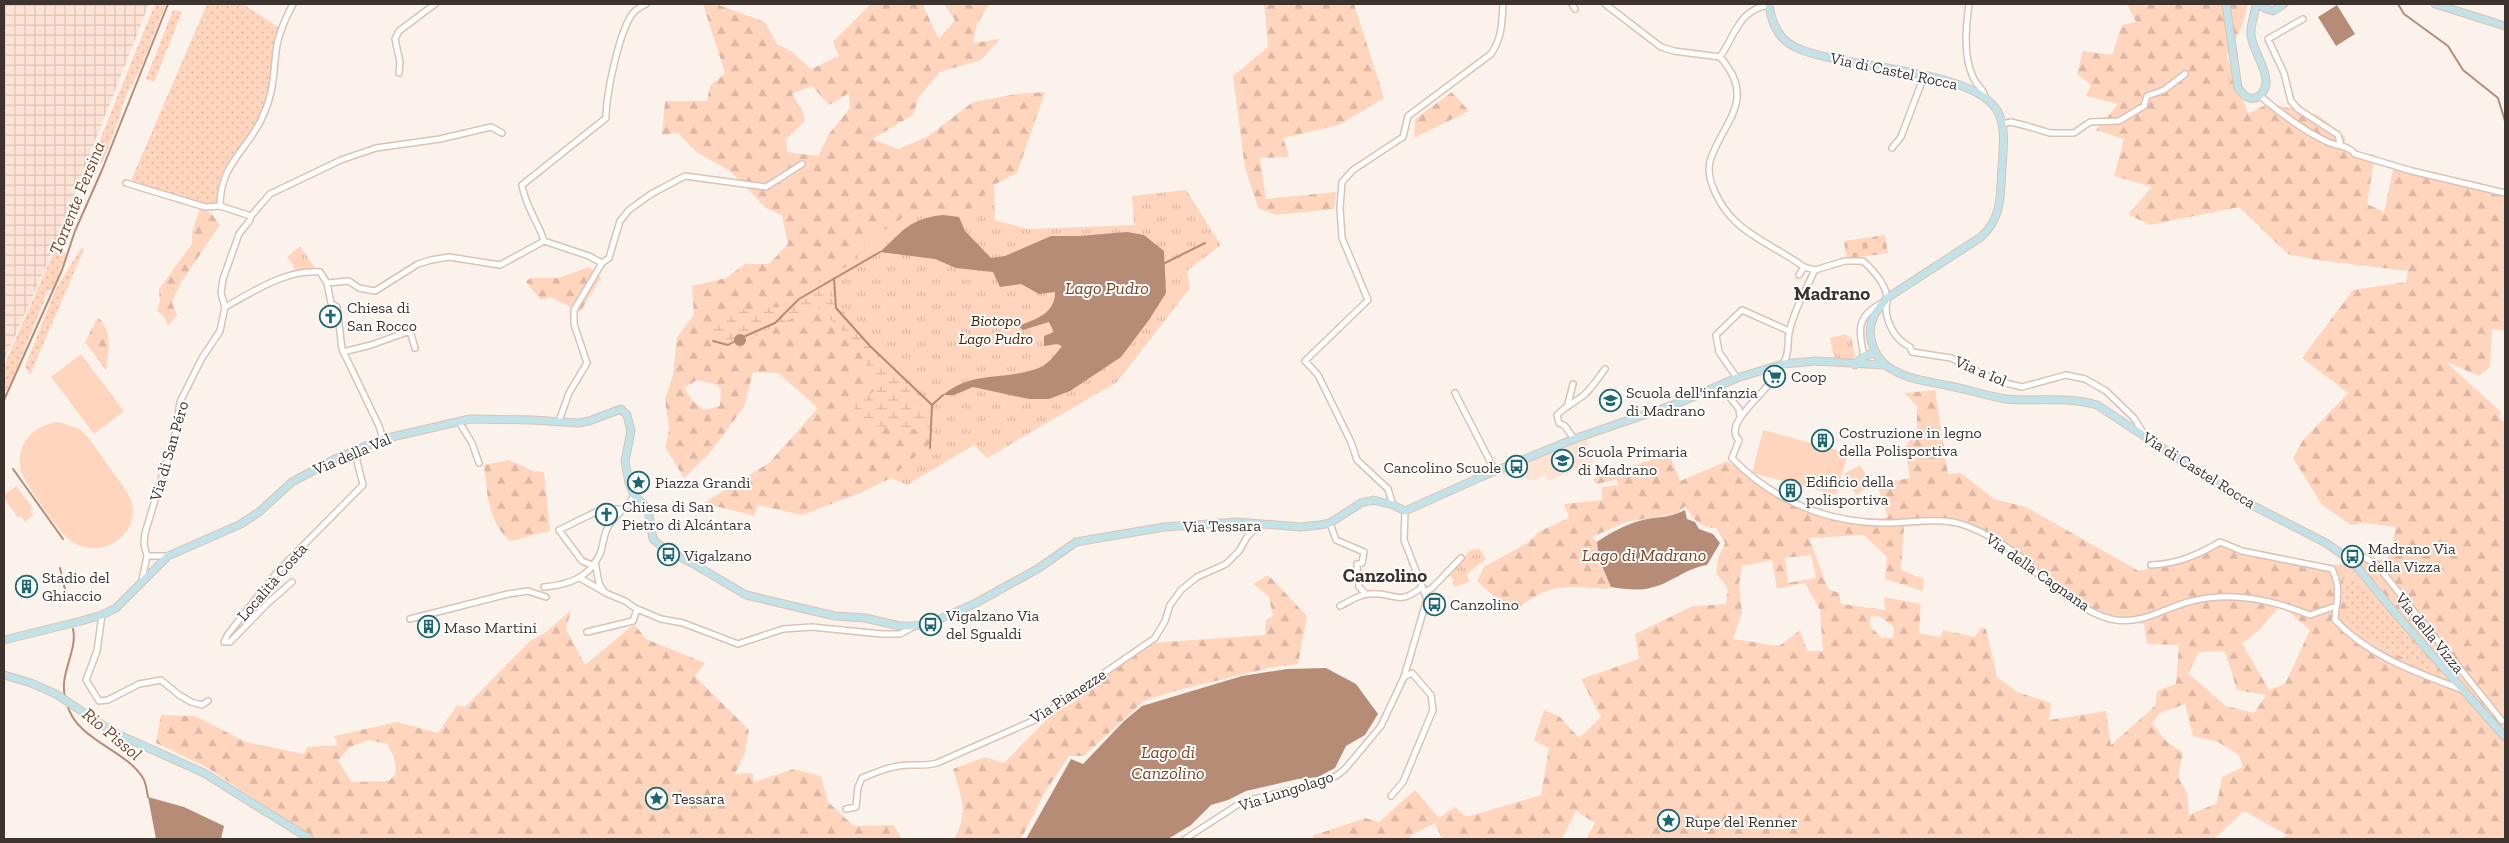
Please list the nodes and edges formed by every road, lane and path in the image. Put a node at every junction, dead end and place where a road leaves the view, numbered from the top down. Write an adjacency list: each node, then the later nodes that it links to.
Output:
1 (293, 4): 29 (street)
2 (434, 4): 17 (street)
3 (646, 4): 31 (street)
4 (1503, 4): 65 (street)
5 (1605, 4): 16 (street)
6 (1769, 4): 16 (street); 19 (street, Via di Castel Rocca)
7 (1969, 4): 20 (street)
8 (2226, 4): 21 (street)
9 (2258, 4): 12 (street); 13 (street)
10 (2284, 4): 12 (street)
11 (2435, 4): 15 (street)
12 (2266, 10): 13 (street)
13 (2254, 18): 21 (street)
14 (2303, 19): 24 (street)
15 (2505, 26)
16 (1720, 57): 33 (street)
17 (399, 73)
18 (2185, 74): 22 (street)
19 (1924, 76): 20 (street, Via di Castel Rocca); 25 (street)
20 (1985, 96): 22 (street)
21 (2260, 96): 24 (street)
22 (2002, 124): 37 (street)
23 (502, 132): 30 (street, Via di San Péro)
24 (2341, 146): 28 (street)
25 (1892, 148)
26 (802, 164): 32 (street)
27 (126, 183): 29 (street)
28 (2505, 193)
29 (220, 206): 30 (street)
30 (251, 216): 38 (street, Via di San Péro)
31 (544, 241): 32 (street); 36 (street)
32 (602, 262): 55 (street)
33 (1804, 266): 34 (street); 35 (street)
34 (1815, 270): 37 (street, Via a Iol); 39 (street)
35 (1799, 275)
36 (327, 283): 38 (street); 41 (street)
37 (1886, 300): 42 (street); 43 (street); 57 (street, Via a Iol)
38 (225, 307): 71 (street, Via di San Péro)
39 (1789, 331): 44 (street); 49 (street)
40 (416, 348): 41 (street)
41 (343, 352): 58 (street)
42 (1875, 352): 43 (street); 46 (street)
43 (1864, 356): 45 (street)
44 (1783, 364): 45 (street); 48 (street)
45 (1855, 364): 46 (street)
46 (1885, 366): 57 (street, Via di Castel Rocca)
47 (1605, 369): 53 (street)
48 (1770, 369): 49 (street); 54 (street)
49 (1737, 378): 59 (street)
50 (1572, 384): 53 (street)
51 (1456, 393): 62 (street)
52 (1727, 394): 54 (street)
53 (1568, 404): 59 (street)
54 (1740, 417): 86 (street, Via della Cagnana)
55 (559, 421): 56 (street, Via della Val); 64 (street, Via della Val)
56 (459, 422): 58 (street, Via della Val); 61 (street)
57 (2146, 438): 73 (street, Via di Castel Rocca)
58 (383, 439): 60 (street, Via della Val)
59 (1574, 439): 62 (street)
60 (357, 450): 70 (street, Via della Val); 79 (street, Località Costa)
61 (479, 463)
62 (1495, 471): 67 (street)
63 (640, 480): 64 (street)
64 (633, 492): 66 (street); 90 (street)
65 (1393, 505): 67 (street, Via Tessara); 68 (street, Via Tessara)
66 (622, 509): 74 (street); 74 (street)
67 (1405, 511): 82 (street)
68 (1330, 523): 69 (street, Via Tessara); 83 (street)
69 (1259, 524): 90 (street, Via Tessara); 100 (street, Via Pianezze)
70 (168, 556): 71 (street); 76 (street, Via della Val)
71 (147, 558): 76 (street); 78 (street, Via di San Péro)
72 (1462, 558): 82 (street)
73 (2353, 562): 95 (street, Via di Castel Rocca); 97 (street, Via della Vizza)
74 (594, 564): 77 (street); 81 (street)
75 (2151, 565): 86 (street)
76 (156, 566): 78 (street, Via della Val)
77 (580, 578): 80 (street); 81 (street)
78 (142, 581): 88 (street, Via della Val)
79 (292, 582)
80 (544, 587)
81 (603, 590): 87 (street)
82 (1424, 590): 83 (street); 94 (street, Via Lungolago)
83 (1366, 594): 85 (street)
84 (546, 596): 89 (street)
85 (1340, 606)
86 (2336, 606): 95 (street)
87 (637, 609): 90 (street); 91 (street)
88 (102, 615): 92 (street, Via della Val); 96 (street)
89 (410, 619)
90 (916, 626)
91 (587, 632)
92 (4, 640)
93 (4, 675): 101 (street)
94 (1404, 677): 99 (street); 102 (street, Via Lungolago)
95 (2466, 691): 98 (street, Via di Castel Rocca)
96 (208, 701)
97 (2502, 722)
98 (2505, 737)
99 (1391, 796)
100 (846, 809)
101 (310, 839)
102 (1185, 839)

★ ★ ★ ★ ★ ★ ★

◆ The problem ◆
Output all the data above verbatim, leaving out images.

◆ Answer to the exercise ◆
Please list the nodes and edges formed by every road, lane and path in the image. Put a node at every junction, dead end and place where a road leaves the view, numbered from the top down. Write an adjacency list: each node, then the later nodes that it links to.
Output:
1 (293, 4): 29 (street)
2 (434, 4): 17 (street)
3 (646, 4): 31 (street)
4 (1503, 4): 65 (street)
5 (1605, 4): 16 (street)
6 (1769, 4): 16 (street); 19 (street, Via di Castel Rocca)
7 (1969, 4): 20 (street)
8 (2226, 4): 21 (street)
9 (2258, 4): 12 (street); 13 (street)
10 (2284, 4): 12 (street)
11 (2435, 4): 15 (street)
12 (2266, 10): 13 (street)
13 (2254, 18): 21 (street)
14 (2303, 19): 24 (street)
15 (2505, 26)
16 (1720, 57): 33 (street)
17 (399, 73)
18 (2185, 74): 22 (street)
19 (1924, 76): 20 (street, Via di Castel Rocca); 25 (street)
20 (1985, 96): 22 (street)
21 (2260, 96): 24 (street)
22 (2002, 124): 37 (street)
23 (502, 132): 30 (street, Via di San Péro)
24 (2341, 146): 28 (street)
25 (1892, 148)
26 (802, 164): 32 (street)
27 (126, 183): 29 (street)
28 (2505, 193)
29 (220, 206): 30 (street)
30 (251, 216): 38 (street, Via di San Péro)
31 (544, 241): 32 (street); 36 (street)
32 (602, 262): 55 (street)
33 (1804, 266): 34 (street); 35 (street)
34 (1815, 270): 37 (street, Via a Iol); 39 (street)
35 (1799, 275)
36 (327, 283): 38 (street); 41 (street)
37 (1886, 300): 42 (street); 43 (street); 57 (street, Via a Iol)
38 (225, 307): 71 (street, Via di San Péro)
39 (1789, 331): 44 (street); 49 (street)
40 (416, 348): 41 (street)
41 (343, 352): 58 (street)
42 (1875, 352): 43 (street); 46 (street)
43 (1864, 356): 45 (street)
44 (1783, 364): 45 (street); 48 (street)
45 (1855, 364): 46 (street)
46 (1885, 366): 57 (street, Via di Castel Rocca)
47 (1605, 369): 53 (street)
48 (1770, 369): 49 (street); 54 (street)
49 (1737, 378): 59 (street)
50 (1572, 384): 53 (street)
51 (1456, 393): 62 (street)
52 (1727, 394): 54 (street)
53 (1568, 404): 59 (street)
54 (1740, 417): 86 (street, Via della Cagnana)
55 (559, 421): 56 (street, Via della Val); 64 (street, Via della Val)
56 (459, 422): 58 (street, Via della Val); 61 (street)
57 (2146, 438): 73 (street, Via di Castel Rocca)
58 (383, 439): 60 (street, Via della Val)
59 (1574, 439): 62 (street)
60 (357, 450): 70 (street, Via della Val); 79 (street, Località Costa)
61 (479, 463)
62 (1495, 471): 67 (street)
63 (640, 480): 64 (street)
64 (633, 492): 66 (street); 90 (street)
65 (1393, 505): 67 (street, Via Tessara); 68 (street, Via Tessara)
66 (622, 509): 74 (street); 74 (street)
67 (1405, 511): 82 (street)
68 (1330, 523): 69 (street, Via Tessara); 83 (street)
69 (1259, 524): 90 (street, Via Tessara); 100 (street, Via Pianezze)
70 (168, 556): 71 (street); 76 (street, Via della Val)
71 (147, 558): 76 (street); 78 (street, Via di San Péro)
72 (1462, 558): 82 (street)
73 (2353, 562): 95 (street, Via di Castel Rocca); 97 (street, Via della Vizza)
74 (594, 564): 77 (street); 81 (street)
75 (2151, 565): 86 (street)
76 (156, 566): 78 (street, Via della Val)
77 (580, 578): 80 (street); 81 (street)
78 (142, 581): 88 (street, Via della Val)
79 (292, 582)
80 (544, 587)
81 (603, 590): 87 (street)
82 (1424, 590): 83 (street); 94 (street, Via Lungolago)
83 (1366, 594): 85 (street)
84 (546, 596): 89 (street)
85 (1340, 606)
86 (2336, 606): 95 (street)
87 (637, 609): 90 (street); 91 (street)
88 (102, 615): 92 (street, Via della Val); 96 (street)
89 (410, 619)
90 (916, 626)
91 (587, 632)
92 (4, 640)
93 (4, 675): 101 (street)
94 (1404, 677): 99 (street); 102 (street, Via Lungolago)
95 (2466, 691): 98 (street, Via di Castel Rocca)
96 (208, 701)
97 (2502, 722)
98 (2505, 737)
99 (1391, 796)
100 (846, 809)
101 (310, 839)
102 (1185, 839)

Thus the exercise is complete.